Le sessioni del Festival del Giornalismo di Siena (15-17 giugno) saranno aperte pure al pubblico. Non è una cosa banale: mostrare e spiegare all’esterno la nostra professione è necessità impellente.
Giorni fa ragionavo sul fatto che, come altre iniziative consimili, anche la seconda edizione del Festival del Giornalismo di Siena (15-17/6/2023, il programma sarà pubblicato a breve sul portale formazionegiornalisti.it: in palio ben 23 crediti per la formazione professionale, dei quali 12 deontologici, ed un corso co-organizzato dal sottoscritto su “Vino e territori, una questione di informazione, cultura, qualità, sicurezza: l’importanza del sistema italiano di tutela“) sarà aperta agli ospiti, ovvero al pubblico dei non giornalisti, curiosi di capire come funzionano certe cose “dentro” al mondo della stampa o interessati ai temi affrontati in quei dibattiti riservati in apparenza ai soli addetti ai lavori.
Non è una cosa da poco.
Sia perchè è assai diffuso (a volte a ragione e a volte meno) l’interesse popolare verso le presunte sacre stanze del misterioso, si fa sempre per dire, ambiente del giornalismo. Sia, e ciò dalla nostra prospettiva mi pare assai più rilevante, perchè si tratta di un’opportunità ghiotta per capovolgere i punti di osservazione e provare a vedere, noi giornalisti, quale sia il reale stato d’animo, l’approccio col quale la gente assiste ai dibattiti sulle nostre questioni o al nostro modo di affrontare certe tematiche.
Uno dei problemi della categoria è infatti quello di vivere sovente in una bolla, ove tutto è dato per scontato e i meccanismi, anche logici, sono dati non solo per automatici, ma per unidirezionali.
Ovviamente, invece, se osservato dal di fuori lo scenario cambia parecchio.
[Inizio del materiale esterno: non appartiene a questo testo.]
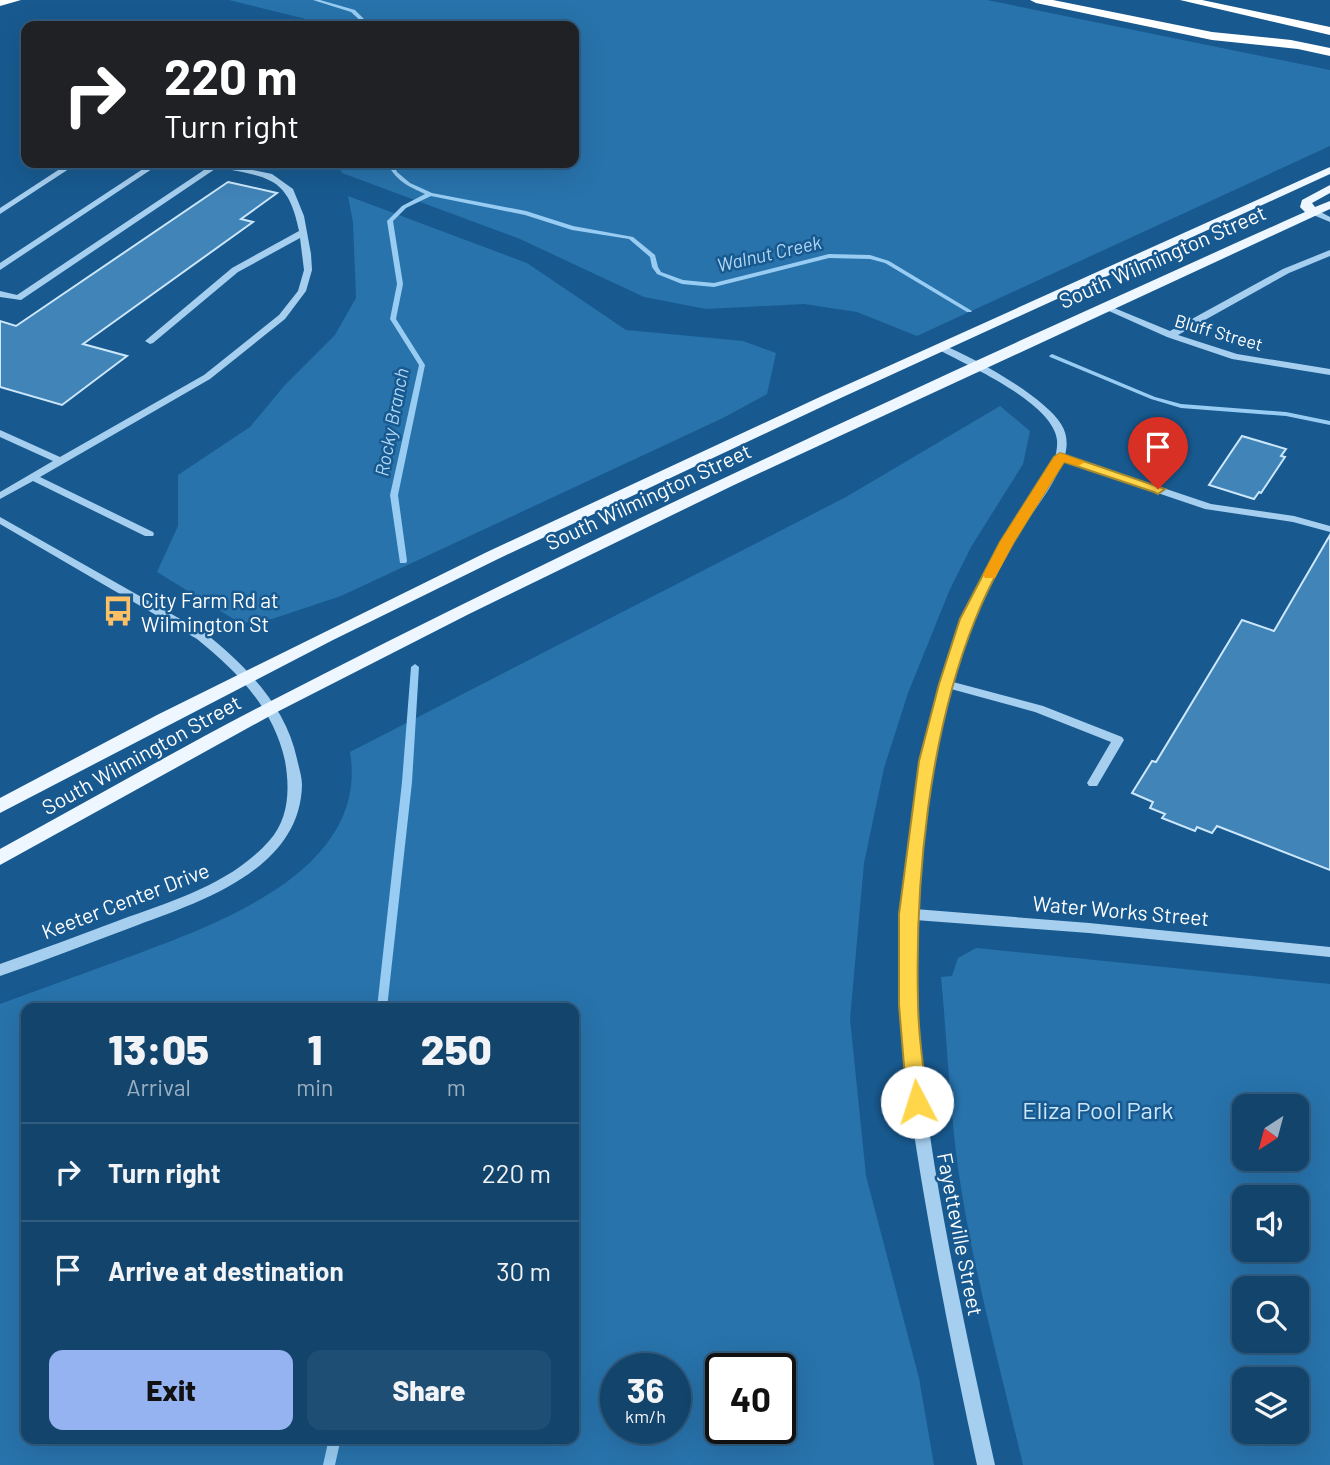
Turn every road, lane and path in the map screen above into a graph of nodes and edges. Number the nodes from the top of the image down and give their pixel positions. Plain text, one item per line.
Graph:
1 (15, 0) edge
2 (1036, 0) edge
3 (1097, 0) edge
4 (1186, 0) edge
5 (1220, 0) edge
6 (0, 3) edge
7 (1297, 24) junction
8 (1330, 31) edge
9 (1303, 46) junction
10 (1330, 52) edge
11 (66, 168) edge
12 (149, 168) edge
13 (206, 168) edge
14 (231, 168) edge
15 (1330, 170) edge
16 (1330, 188) edge
17 (1330, 205) edge
18 (0, 212) edge
19 (1314, 212) junction
20 (1330, 220) edge
21 (302, 233) junction
22 (1330, 253) edge
23 (0, 267) edge
24 (0, 294) edge
25 (1104, 307) junction
26 (1170, 335) junction
27 (150, 341) dead end
28 (942, 348) junction
29 (976, 367) junction
30 (1330, 372) edge
31 (0, 433) edge
32 (1060, 457) junction
33 (60, 461) junction
34 (32, 477) junction
35 (0, 496) edge
36 (0, 520) edge
37 (1330, 529) edge
38 (149, 534) dead end
39 (246, 675) junction
40 (946, 684) junction
41 (271, 708) junction
42 (1093, 782) dead end
43 (0, 806) edge
44 (0, 858) edge
45 (908, 914) junction
46 (1330, 952) edge
47 (0, 970) edge
48 (986, 1465) edge

1 - 6 highway
2 - 9 highway
3 - 9 highway
4 - 7 highway
5 - 7 highway
7 - 8 highway
9 - 10 highway
11 - 18 street
12 - 23 street
13 - 24 street
14 - 21 street
15 - 28 main road, South Wilmington Street
16 - 19 main road
17 - 19 main road, South Wilmington Street
19 - 20 street
19 - 25 main road, South Wilmington Street
21 - 27 lane
21 - 33 street
22 - 26 street
25 - 26 street, Bluff Street
25 - 29 main road, South Wilmington Street
26 - 30 street, Bluff Street
28 - 29 street
28 - 39 main road, South Wilmington Street
29 - 32 street
29 - 41 main road, South Wilmington Street
31 - 33 street
32 - 37 lane
32 - 40 street, Fayetteville Street
33 - 34 lane
34 - 35 lane
34 - 38 street
36 - 39 street, Keeter Center Drive
39 - 41 street, Keeter Center Drive
39 - 43 main road, South Wilmington Street
40 - 42 street
40 - 45 street, Fayetteville Street
41 - 44 main road, South Wilmington Street
41 - 47 street, Keeter Center Drive
45 - 46 street, Water Works Street
45 - 48 street, Fayetteville Street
Sia in termini di aspettative, sia in termini di percezione e perciò di comprensione.
Mi chiedo allora se in occasioni come quella senese del prossimo giugno non sarebbe addirittura il caso di far precedere ogni sessione da cinque minuti di “spiegazioni” destinate ai non-colleghi, per mettere in grado costoro di cogliere e inquadrare meglio i discorsi che ascolteranno.
E’ un’idea forse balzana, ma considerando gli sfasamenti, se non gli equivoci e le diffidenze sempre più frequenti che si riscontrano tra il nostro mondo professionale e il mondo reale, aprirsi alla conoscenza collettiva potrebbe contribuire parecchio a trarci da un impaccio comunicativo ogni giorno più evidente quando si tratta di spiegare la natura di questo lavoro, le sue funzioni e le sue prospettive.